Australia’s Ambassador for Cyber Affairs Dr. Tobias Feakin said since 5G was going to be the “background architecture” for a lot of future technologies, “it is very sensible that you look at it with not only an economic security mindset, but a national security mindset” as well. Australia has banned Chinese tech major Huawei from being part of the 5G rollout in the country.
Dr. Feakin, who is in New Delhi for his this round of official conversations with the Indian government on shared problems and opportunities in the cyber space, however, did not comment on how India was tackling the 5G issue. Australia first Ambassador for Cyber Affairs, Dr. Feakin leads his country’s international engagement “to advance and protect Australia’s national security, foreign policy, economic and trade, and development interests in the internet and in cyberspace”.

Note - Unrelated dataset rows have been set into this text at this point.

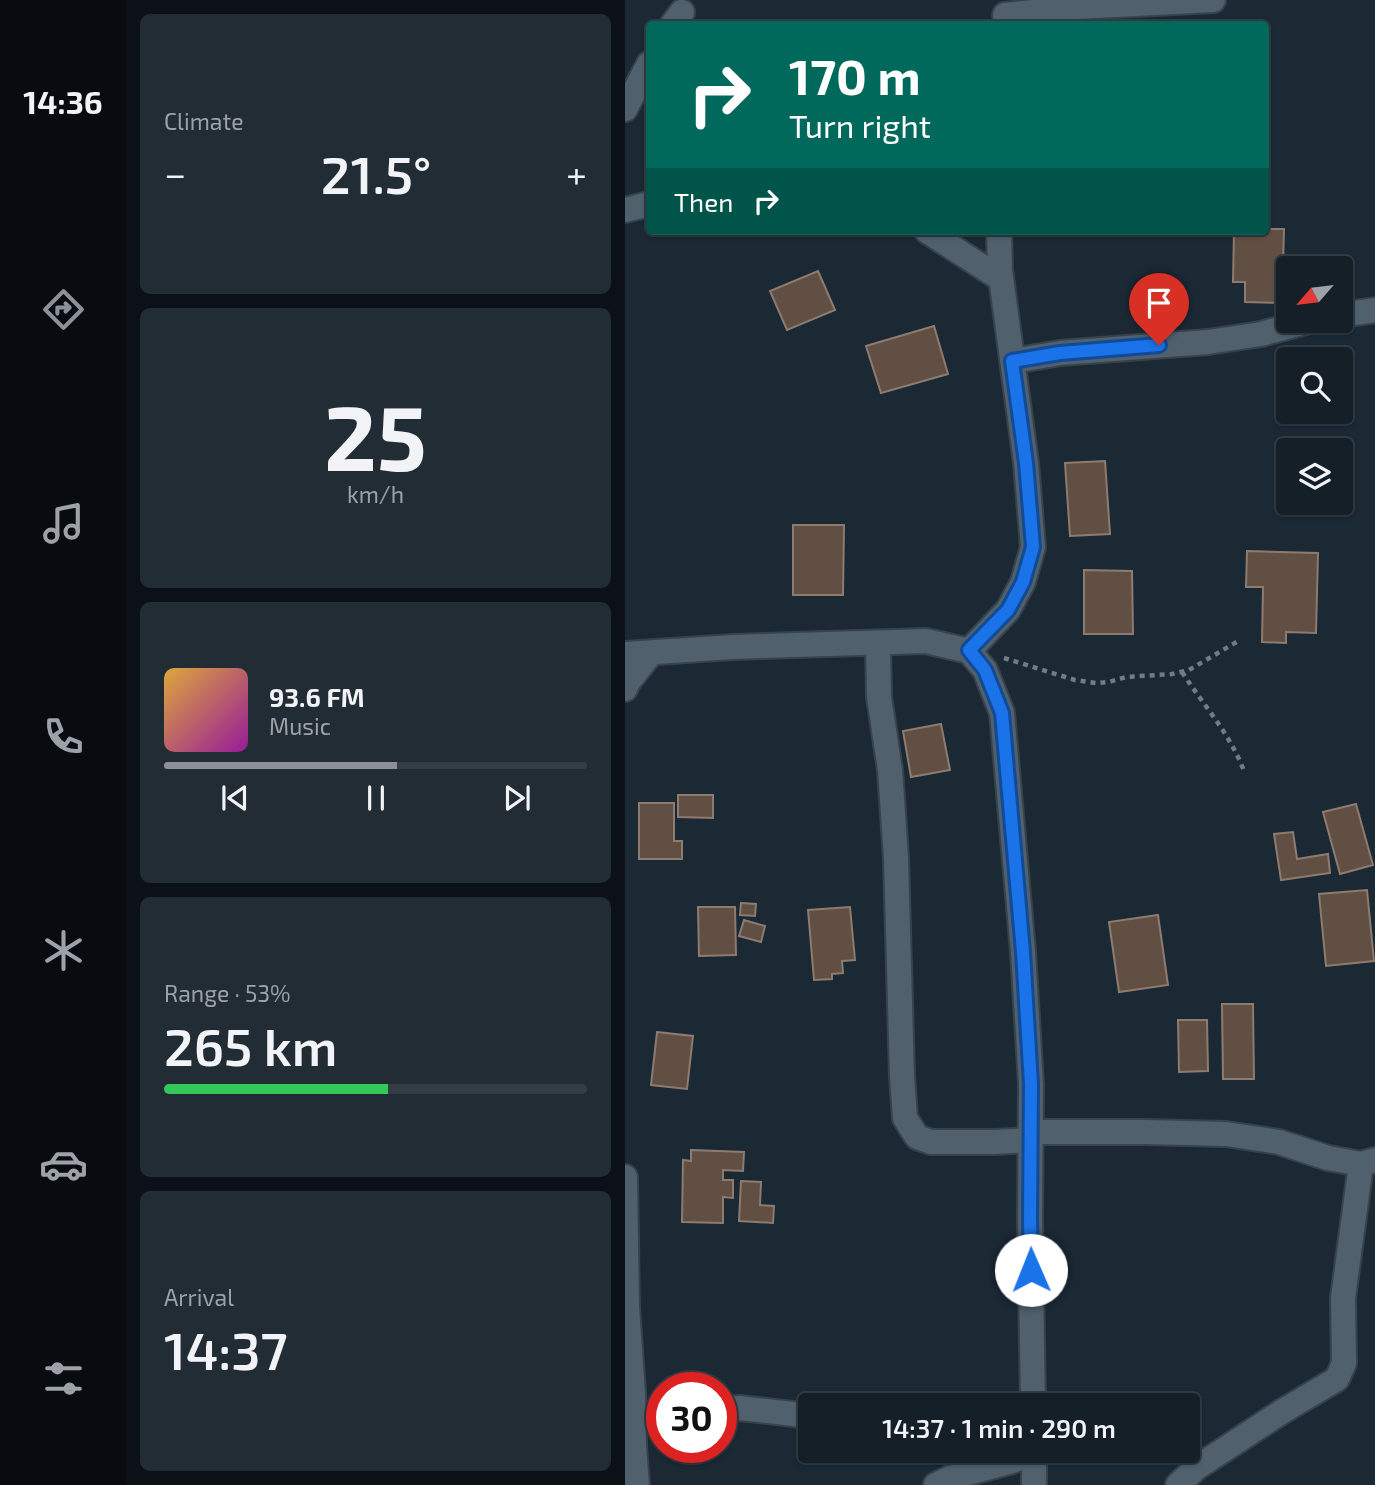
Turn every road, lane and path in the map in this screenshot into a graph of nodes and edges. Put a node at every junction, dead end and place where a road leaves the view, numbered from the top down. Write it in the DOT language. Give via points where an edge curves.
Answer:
graph roads {
  1 [pos="1213,0"];
  2 [pos="1005,13"];
  3 [pos="646,70"];
  4 [pos="625,108"];
  5 [pos="646,205"];
  6 [pos="625,210"];
  7 [pos="933,235"];
  8 [pos="999,235"];
  9 [pos="1001,279"];
  10 [pos="1375,310"];
  11 [pos="1353,313"];
  12 [pos="1276,330"];
  13 [pos="1012,361"];
  14 [pos="1240,640"];
  15 [pos="878,643"];
  16 [pos="651,653"];
  17 [pos="625,654"];
  18 [pos="972,654"];
  19 [pos="1181,672"];
  20 [pos="625,689"];
  21 [pos="1244,771"];
  22 [pos="1031,1136"];
  23 [pos="1368,1162"];
  24 [pos="625,1177"];
  25 [pos="1033,1393"];
  26 [pos="737,1408"];
  27 [pos="798,1415"];
  28 [pos="631,1433"];
  29 [pos="1004,1463"];
  30 [pos="1034,1463"];
  31 [pos="637,1485"];
  32 [pos="936,1485"];
  33 [pos="1034,1485"];
  34 [pos="1178,1485"];
  1 -- 2 [label="street"];
  3 -- 4 [label="street"];
  5 -- 6 [label="street"];
  7 -- 9 [label="street"];
  8 -- 9 [label="street"];
  9 -- 13 [label="street"];
  10 -- 11 [label="street"];
  12 -- 13 [label="street" via="1208,342"];
  13 -- 18 [label="street" via="1033,547 1023,582 1008,610"];
  14 -- 19 [label="path"];
  15 -- 16 [label="street"];
  15 -- 18 [label="street" via="926,641"];
  15 -- 22 [label="street" via="879,698 896,858 905,1118 917,1137 931,1142 993,1142"];
  16 -- 17 [label="street"];
  16 -- 20 [label="street"];
  18 -- 19 [label="path" via="1010,659 1096,683"];
  18 -- 22 [label="street" via="985,670 1002,713 1023,952"];
  19 -- 21 [label="path" via="1222,726"];
  22 -- 23 [label="street" via="1226,1134 1279,1142 1328,1158"];
  22 -- 25 [label="street"];
  23 -- 34 [label="street" via="1343,1298 1344,1363 1337,1379 1196,1468"];
  24 -- 28 [label="street"];
  26 -- 27 [label="street"];
  28 -- 31 [label="street"];
  29 -- 32 [label="street"];
  30 -- 33 [label="street"];
}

Dr. Feakin said the Australian position on 5G was “vendor agnostic, and country agnostic”. “It is about setting common sense principles around the way in which you absorb a reshaping piece of infrastructure. And that’s essentially the way we view 5G, which is not just an additional number on your phone screens which will increase the speed of the way in which you interact with social media, your friends. It’s it reshapes the way in which we interact with our digital environment,” Dr. Feakin explained.
He said Australia’s decision (to ban Huawei) was based on the thinking that “could you allow a high risk vendor into the backbone architecture of your 5G network” especially if you feel the “degree of transparency around particular vendor isn’t high enough” or “you can’t understand the architecture of that company?”

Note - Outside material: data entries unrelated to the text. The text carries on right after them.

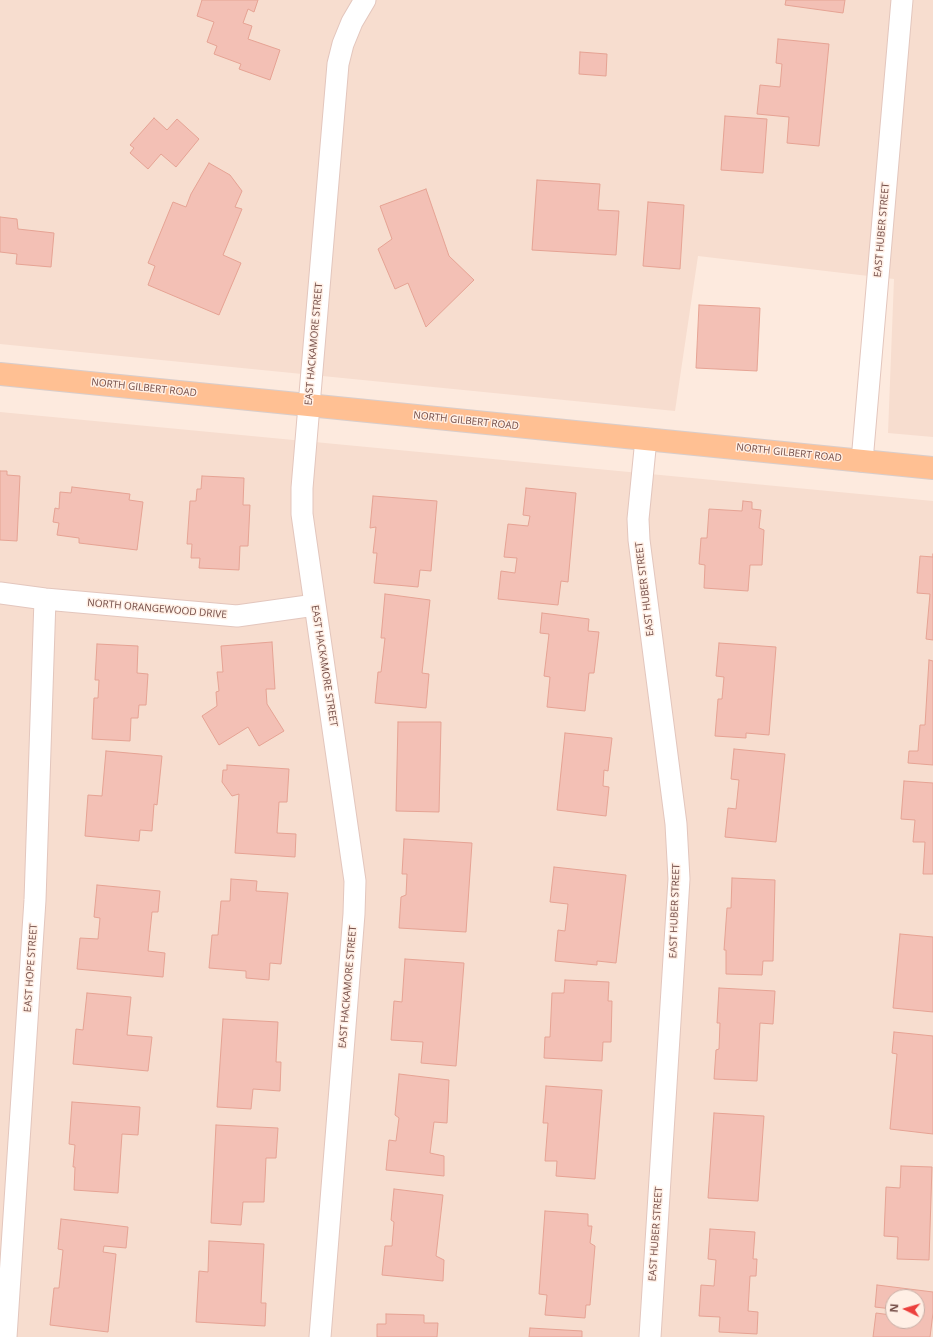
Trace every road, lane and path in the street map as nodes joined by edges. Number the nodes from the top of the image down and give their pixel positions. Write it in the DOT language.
graph roads {
  1 [pos="365,0"];
  2 [pos="902,0"];
  3 [pos="0,374"];
  4 [pos="309,405"];
  5 [pos="646,439"];
  6 [pos="862,461"];
  7 [pos="933,468"];
  8 [pos="0,593"];
  9 [pos="45,599"];
  10 [pos="315,605"];
  11 [pos="6,1337"];
  12 [pos="320,1337"];
  13 [pos="650,1337"];
  1 -- 4 [label="street, EAST HACKAMORE STREET"];
  2 -- 6 [label="street, EAST HUBER STREET"];
  3 -- 4 [label="main road, NORTH GILBERT ROAD"];
  4 -- 5 [label="main road, NORTH GILBERT ROAD"];
  4 -- 10 [label="street, EAST HACKAMORE STREET"];
  5 -- 6 [label="main road, NORTH GILBERT ROAD"];
  5 -- 13 [label="street, EAST HUBER STREET"];
  6 -- 7 [label="main road, NORTH GILBERT ROAD"];
  8 -- 9 [label="street, NORTH ORANGEWOOD DRIVE"];
  9 -- 10 [label="street, NORTH ORANGEWOOD DRIVE"];
  9 -- 11 [label="street, EAST HOPE STREET"];
  10 -- 12 [label="street, EAST HACKAMORE STREET"];
}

There were other concerns too. “If that company has to answer to its country of origin and all the legislative names that come with that, then that’s a concern for us,” he said, adding that the feeling that “there’s the potential intent and capability to do the various things within that network once is developed” also added up to the final decision.
“If you can’t get us assurances around those particular issues, then we have every right to say that, you know, you can’t provide us with that infrastructure.”

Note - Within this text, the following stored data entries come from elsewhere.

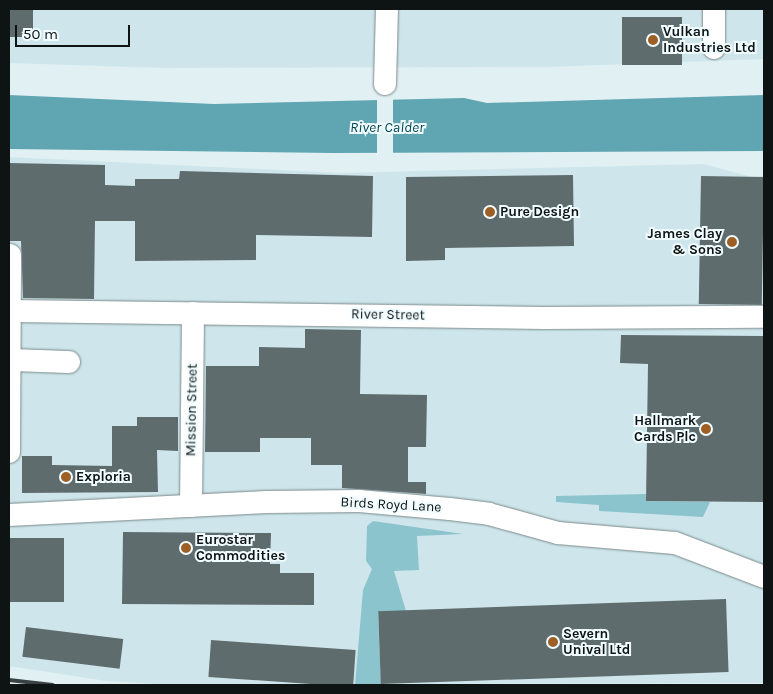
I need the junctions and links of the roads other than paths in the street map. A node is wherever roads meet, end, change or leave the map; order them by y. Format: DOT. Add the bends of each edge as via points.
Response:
graph roads {
  1 [pos="386,9"];
  2 [pos="714,9"];
  3 [pos="714,48"];
  4 [pos="385,84"];
  5 [pos="10,255"];
  6 [pos="11,311"];
  7 [pos="193,313"];
  8 [pos="764,317"];
  9 [pos="11,360"];
  10 [pos="69,362"];
  11 [pos="9,452"];
  12 [pos="191,506"];
  13 [pos="9,515"];
  14 [pos="764,577"];
  1 -- 4 [label="street"];
  2 -- 3 [label="street"];
  5 -- 6 [label="street"];
  6 -- 7 [label="street, River Street"];
  6 -- 9 [label="street"];
  7 -- 8 [label="street, River Street"];
  7 -- 12 [label="street, Mission Street"];
  9 -- 10 [label="street"];
  9 -- 11 [label="street"];
  12 -- 13 [label="street, Birds Royd Lane"];
  12 -- 14 [label="street, Birds Royd Lane" via="359,502 450,509 489,514 558,533 675,543"];
}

Dr. Feakin, who was a member of the Independent Panel of Experts that supported the Australian Cyber Security Review to produce Australia’s 2016 Cyber Security Strategy, explained that while with 4G networks you can section off different parts of the architecture, with 5G “there is no such thing as a core periphery, you’ve got high functioning activity across the entirety of that network”. “Therefore, you can’t begin to mitigate different parts of that network. So for us, it’s a very different security decision than what would have existed around a 4G or 3G network in the past.”
Dr. Feakin said India was a “large, respected global player” and Australia looks at some of the “more economically prosperous areas” for combined work. “Where do we have good understanding of particular startup communities, we would love to learn more from India in terms of some of what’s going on inside your cyber ecosystem. You clearly have some pretty exciting offerings now,” he told indianexpress.com. Dr. Feakin said he would also love to see how more Australian cybersecurity firms can get involved in the enormous digital environment here.
He said policy considerations around new and emerging technologies was also an integral part of the conversations with India. “5G is the issue we’re talking about now, and but is this tip of the technology iceberg. There’s going to be a whole series of other technology, policy decisions that will have to be taken over the coming years, whether it be around quantum computing, already supercomputing, AI, machine learning… these are issues that are going to face us all. And the more we are talking about them now and understanding how we are going to approach those, not just from a domestic point of view, but from the global shaping of standards and how that technology develops, we are going to be much better equipped to the future.”